At some point I got working BMO containers running concurrently from multiple tests. This was a huge milestone. But it only revealed my next problem: resource constraints. The running containers were consuming gobs of memory and I couldn't run more than 2 or 3 tests concurrently before running out of memory. Before, I was able to run 8 tests concurrently no problem. Well crap, I just slowed down the test harness significantly by reducing concurrency. No bueno.
Some quick investigation revealed the culprit was MySQL and Apache being greedier than they needed to be. MySQL was consuming 1GB RSS on start. Apache was something like 350 MB. It had been a while since I ran a MySQL server, so I had to scour the net for settings to put MySQL on a diet. The results were not promising. I knew enough about MySQL to know that the answers I found had similar quality to comments on the php.net function documentation circa 2004 (it was not uncommon to see things like SQL injection in the MySQL pages back then - who knows, maybe that's still the case). Anyway, a little tuning later and I was able to get MySQL using a few hundred MB RAM and I reduced the Apache worker pool to something reasonable (maybe 2) to free up enough memory to be able to run tests with the desired concurrency again. If using Docker as part of testing ever takes off, I imagine there will be two flavors of every container: low memory and regular. I'm not running a production service here: I'll happily trade memory for high-end performance as long as it doesn't impact my tests too much.
Caching, Invalidating, and Garbage Collecting Bootstrapped Images
As part of iterating on making BMO bootstrap work, I encountered another problem: knowing when to perform a bootstrap. As mentioned earlier, bootstrap was slow: 25 to 30 seconds. While I had reduced the cost of bootstrap to at most once per test suite execution (as opposed to once per test), there was still the potential for a painful 25-30s delay when running tests. Unacceptable! Furthermore, when I changed how bootstrap worked, I needed a way to invalidate the previous bootstrapped image. Otherwise, we may use an outdated bootstrapped image that doesn't represent the environment it needs to and test execution would fail. How should I do this?

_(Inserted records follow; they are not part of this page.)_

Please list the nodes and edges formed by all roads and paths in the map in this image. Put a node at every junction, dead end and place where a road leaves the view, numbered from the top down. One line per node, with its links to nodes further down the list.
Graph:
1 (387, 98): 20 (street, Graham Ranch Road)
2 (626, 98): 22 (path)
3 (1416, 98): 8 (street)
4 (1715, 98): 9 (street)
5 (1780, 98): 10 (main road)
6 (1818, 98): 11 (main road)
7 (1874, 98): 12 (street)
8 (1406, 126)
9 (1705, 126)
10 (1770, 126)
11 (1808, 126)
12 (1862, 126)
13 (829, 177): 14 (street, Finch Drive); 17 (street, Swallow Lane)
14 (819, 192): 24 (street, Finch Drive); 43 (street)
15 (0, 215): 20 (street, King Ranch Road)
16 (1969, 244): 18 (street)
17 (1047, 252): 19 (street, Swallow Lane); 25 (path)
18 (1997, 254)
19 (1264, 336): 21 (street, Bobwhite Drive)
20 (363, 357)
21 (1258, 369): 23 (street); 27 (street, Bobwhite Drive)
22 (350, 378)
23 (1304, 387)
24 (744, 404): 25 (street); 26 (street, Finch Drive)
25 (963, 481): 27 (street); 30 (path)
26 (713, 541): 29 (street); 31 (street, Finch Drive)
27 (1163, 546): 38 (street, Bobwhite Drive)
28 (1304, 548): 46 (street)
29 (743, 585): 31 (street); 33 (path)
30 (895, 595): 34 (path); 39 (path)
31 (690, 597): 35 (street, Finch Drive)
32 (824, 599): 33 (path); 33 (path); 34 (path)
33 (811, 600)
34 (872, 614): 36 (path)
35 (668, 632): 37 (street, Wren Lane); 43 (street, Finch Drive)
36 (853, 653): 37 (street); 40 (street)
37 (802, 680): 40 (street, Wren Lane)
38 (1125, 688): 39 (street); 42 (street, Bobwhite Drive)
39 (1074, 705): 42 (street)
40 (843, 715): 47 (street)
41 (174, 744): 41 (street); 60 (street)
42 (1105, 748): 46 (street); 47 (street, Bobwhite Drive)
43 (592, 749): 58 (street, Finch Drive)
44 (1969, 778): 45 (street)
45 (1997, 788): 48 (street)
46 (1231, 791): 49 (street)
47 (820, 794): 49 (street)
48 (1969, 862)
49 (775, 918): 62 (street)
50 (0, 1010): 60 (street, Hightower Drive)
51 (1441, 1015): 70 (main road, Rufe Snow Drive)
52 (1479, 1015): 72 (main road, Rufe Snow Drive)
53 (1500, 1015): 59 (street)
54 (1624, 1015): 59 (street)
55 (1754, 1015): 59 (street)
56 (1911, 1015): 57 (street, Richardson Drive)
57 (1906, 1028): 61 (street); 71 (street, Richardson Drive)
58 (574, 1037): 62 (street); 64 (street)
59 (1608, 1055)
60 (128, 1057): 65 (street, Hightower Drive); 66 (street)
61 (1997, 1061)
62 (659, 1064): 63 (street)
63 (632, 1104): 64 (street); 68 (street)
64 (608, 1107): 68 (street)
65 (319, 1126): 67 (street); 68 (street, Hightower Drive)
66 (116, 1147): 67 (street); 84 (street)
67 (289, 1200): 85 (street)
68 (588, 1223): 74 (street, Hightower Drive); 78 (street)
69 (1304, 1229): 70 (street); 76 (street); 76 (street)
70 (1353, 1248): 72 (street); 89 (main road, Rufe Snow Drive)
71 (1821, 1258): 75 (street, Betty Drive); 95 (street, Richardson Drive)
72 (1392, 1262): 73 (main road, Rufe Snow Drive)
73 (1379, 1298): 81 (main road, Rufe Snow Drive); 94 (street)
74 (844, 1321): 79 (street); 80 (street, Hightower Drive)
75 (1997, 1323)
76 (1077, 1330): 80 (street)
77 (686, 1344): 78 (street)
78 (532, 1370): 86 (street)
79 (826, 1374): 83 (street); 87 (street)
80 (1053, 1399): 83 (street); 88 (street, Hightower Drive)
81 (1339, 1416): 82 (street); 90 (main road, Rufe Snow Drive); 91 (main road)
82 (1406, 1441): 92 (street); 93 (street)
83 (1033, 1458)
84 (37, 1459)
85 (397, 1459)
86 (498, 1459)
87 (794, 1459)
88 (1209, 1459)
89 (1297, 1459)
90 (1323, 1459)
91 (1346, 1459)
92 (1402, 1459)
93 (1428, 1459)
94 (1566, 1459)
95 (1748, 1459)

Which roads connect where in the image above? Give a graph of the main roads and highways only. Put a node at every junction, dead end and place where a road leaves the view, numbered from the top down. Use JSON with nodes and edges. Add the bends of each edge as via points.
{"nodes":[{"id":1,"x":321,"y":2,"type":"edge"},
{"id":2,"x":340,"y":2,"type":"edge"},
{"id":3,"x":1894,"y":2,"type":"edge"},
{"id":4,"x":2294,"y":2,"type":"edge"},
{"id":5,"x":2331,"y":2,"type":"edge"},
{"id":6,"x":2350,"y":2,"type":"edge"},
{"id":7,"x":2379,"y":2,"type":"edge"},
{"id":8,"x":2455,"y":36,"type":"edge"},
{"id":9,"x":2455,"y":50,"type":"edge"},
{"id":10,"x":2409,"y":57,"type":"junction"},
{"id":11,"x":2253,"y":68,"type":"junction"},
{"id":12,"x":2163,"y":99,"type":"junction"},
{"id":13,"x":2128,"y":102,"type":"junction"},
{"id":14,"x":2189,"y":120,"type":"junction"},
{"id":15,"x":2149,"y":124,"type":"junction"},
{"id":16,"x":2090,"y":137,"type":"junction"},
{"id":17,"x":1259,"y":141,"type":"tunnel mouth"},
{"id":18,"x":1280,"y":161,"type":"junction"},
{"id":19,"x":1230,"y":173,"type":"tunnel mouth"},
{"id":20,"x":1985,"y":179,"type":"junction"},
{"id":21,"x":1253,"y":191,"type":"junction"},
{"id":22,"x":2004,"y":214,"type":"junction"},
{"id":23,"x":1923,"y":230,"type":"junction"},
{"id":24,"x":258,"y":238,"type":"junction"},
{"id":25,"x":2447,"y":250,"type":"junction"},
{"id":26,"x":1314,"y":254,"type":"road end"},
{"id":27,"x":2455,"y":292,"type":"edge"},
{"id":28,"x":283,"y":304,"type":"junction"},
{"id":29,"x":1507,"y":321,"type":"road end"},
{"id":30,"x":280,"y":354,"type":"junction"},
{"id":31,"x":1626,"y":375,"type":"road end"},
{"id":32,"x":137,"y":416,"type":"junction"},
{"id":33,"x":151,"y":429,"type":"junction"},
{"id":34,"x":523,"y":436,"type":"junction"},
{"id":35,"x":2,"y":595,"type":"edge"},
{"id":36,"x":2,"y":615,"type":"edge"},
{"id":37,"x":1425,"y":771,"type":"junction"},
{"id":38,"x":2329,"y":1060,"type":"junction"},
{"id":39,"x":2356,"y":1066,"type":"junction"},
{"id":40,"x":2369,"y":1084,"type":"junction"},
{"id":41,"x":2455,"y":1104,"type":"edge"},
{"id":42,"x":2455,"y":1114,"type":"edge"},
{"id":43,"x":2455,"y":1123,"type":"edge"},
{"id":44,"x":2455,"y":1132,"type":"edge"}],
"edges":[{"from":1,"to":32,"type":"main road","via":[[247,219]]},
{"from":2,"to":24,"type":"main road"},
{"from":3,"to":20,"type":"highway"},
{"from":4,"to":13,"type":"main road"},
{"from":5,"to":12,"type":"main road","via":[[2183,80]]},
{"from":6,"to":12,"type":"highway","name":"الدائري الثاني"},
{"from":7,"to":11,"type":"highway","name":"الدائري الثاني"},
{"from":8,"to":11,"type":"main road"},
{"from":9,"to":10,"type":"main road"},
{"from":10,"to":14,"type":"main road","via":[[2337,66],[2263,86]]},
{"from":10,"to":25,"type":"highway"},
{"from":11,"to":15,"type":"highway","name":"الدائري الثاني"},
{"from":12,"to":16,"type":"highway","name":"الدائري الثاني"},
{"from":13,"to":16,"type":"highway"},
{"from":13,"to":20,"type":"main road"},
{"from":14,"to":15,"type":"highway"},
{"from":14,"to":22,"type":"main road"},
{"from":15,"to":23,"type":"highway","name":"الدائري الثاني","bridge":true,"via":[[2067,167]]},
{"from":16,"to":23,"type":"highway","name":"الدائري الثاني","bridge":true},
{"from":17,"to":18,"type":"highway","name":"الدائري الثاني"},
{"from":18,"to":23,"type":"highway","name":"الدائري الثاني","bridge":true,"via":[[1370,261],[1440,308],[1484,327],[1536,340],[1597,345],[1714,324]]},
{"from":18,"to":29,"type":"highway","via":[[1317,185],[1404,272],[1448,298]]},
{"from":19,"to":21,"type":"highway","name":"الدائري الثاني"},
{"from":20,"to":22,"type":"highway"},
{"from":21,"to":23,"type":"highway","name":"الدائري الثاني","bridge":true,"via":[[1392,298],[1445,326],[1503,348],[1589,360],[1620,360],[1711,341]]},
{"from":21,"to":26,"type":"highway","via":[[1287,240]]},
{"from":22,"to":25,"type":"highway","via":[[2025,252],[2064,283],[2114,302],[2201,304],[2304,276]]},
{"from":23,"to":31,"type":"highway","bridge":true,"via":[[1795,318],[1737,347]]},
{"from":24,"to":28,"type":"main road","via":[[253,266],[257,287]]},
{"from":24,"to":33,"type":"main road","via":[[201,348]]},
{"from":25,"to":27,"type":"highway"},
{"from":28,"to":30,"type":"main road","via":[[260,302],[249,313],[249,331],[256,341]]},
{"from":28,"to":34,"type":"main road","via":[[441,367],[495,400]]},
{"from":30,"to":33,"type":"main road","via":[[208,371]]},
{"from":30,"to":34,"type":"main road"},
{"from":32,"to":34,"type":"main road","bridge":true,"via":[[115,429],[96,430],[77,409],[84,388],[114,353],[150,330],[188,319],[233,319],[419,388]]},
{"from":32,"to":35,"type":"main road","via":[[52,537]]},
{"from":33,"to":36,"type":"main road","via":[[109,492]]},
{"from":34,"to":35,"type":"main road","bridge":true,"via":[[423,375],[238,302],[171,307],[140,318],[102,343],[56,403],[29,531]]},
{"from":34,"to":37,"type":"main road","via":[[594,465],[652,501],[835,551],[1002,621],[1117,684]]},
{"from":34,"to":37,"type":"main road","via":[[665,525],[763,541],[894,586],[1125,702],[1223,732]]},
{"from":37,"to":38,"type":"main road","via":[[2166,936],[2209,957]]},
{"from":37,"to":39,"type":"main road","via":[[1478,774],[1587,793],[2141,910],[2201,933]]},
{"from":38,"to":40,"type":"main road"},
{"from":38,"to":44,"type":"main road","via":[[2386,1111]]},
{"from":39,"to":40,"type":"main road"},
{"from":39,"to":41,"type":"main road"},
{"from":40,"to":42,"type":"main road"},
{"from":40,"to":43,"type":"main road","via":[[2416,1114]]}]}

Docker has considered this problem and they have a solution: build context. When you do a docker build, Docker takes all the files from the directory containing the Dockerfile and makes them available to the environment doing the building. If you ADD one of these files in your Dockerfile, the image ID will change if the file changes, invalidating the cache used by Docker to build images. So, if I ADDed the scripts that perform BMO bootstrap to my Docker images, Docker would automagically invalidate the built images and force a bootstrap for me. Nice! Unfortunately, docker build doesn't allow you to add files outside of the current directory to the build context. Internet sleuthing reveals the solution here is to copy things to a temporary directory and run docker build from that. Seriously? Fortunately, I was using the Docker API directly via Python. And that API simply takes an archive of files. And since you can create archives dynamically inside Python using e.g. tarfile, it wasn't too difficult to build proper custom context archives that contained my extra data that could be used to invalidate bootstrapped images. I threw some simple ADD directives into my Dockerfiles and now I got bootstrapped image invalidation!
To avoid having to perform bootstrap on every test run, I needed a mapping between the base images and the bootstrapped result. I ended up storing this in a simple JSON file. I realize now I could have queried Docker for images having the base image as its parent since there is supposed to be a 1:1 relationship between them. I may do this as a follow-up.
With the look-up table in place, ensuring bootstrapped images were current involved doing a couple docker builds, finding the bootstrapped images from those base images, and doing the bootstrap if necessary. If everything is up-to-date, docker build finishes quickly and we have less than 1s of delay. Very acceptable. If things aren't current, well, there's not much you can do there if accuracy is important. I was happy with where I was.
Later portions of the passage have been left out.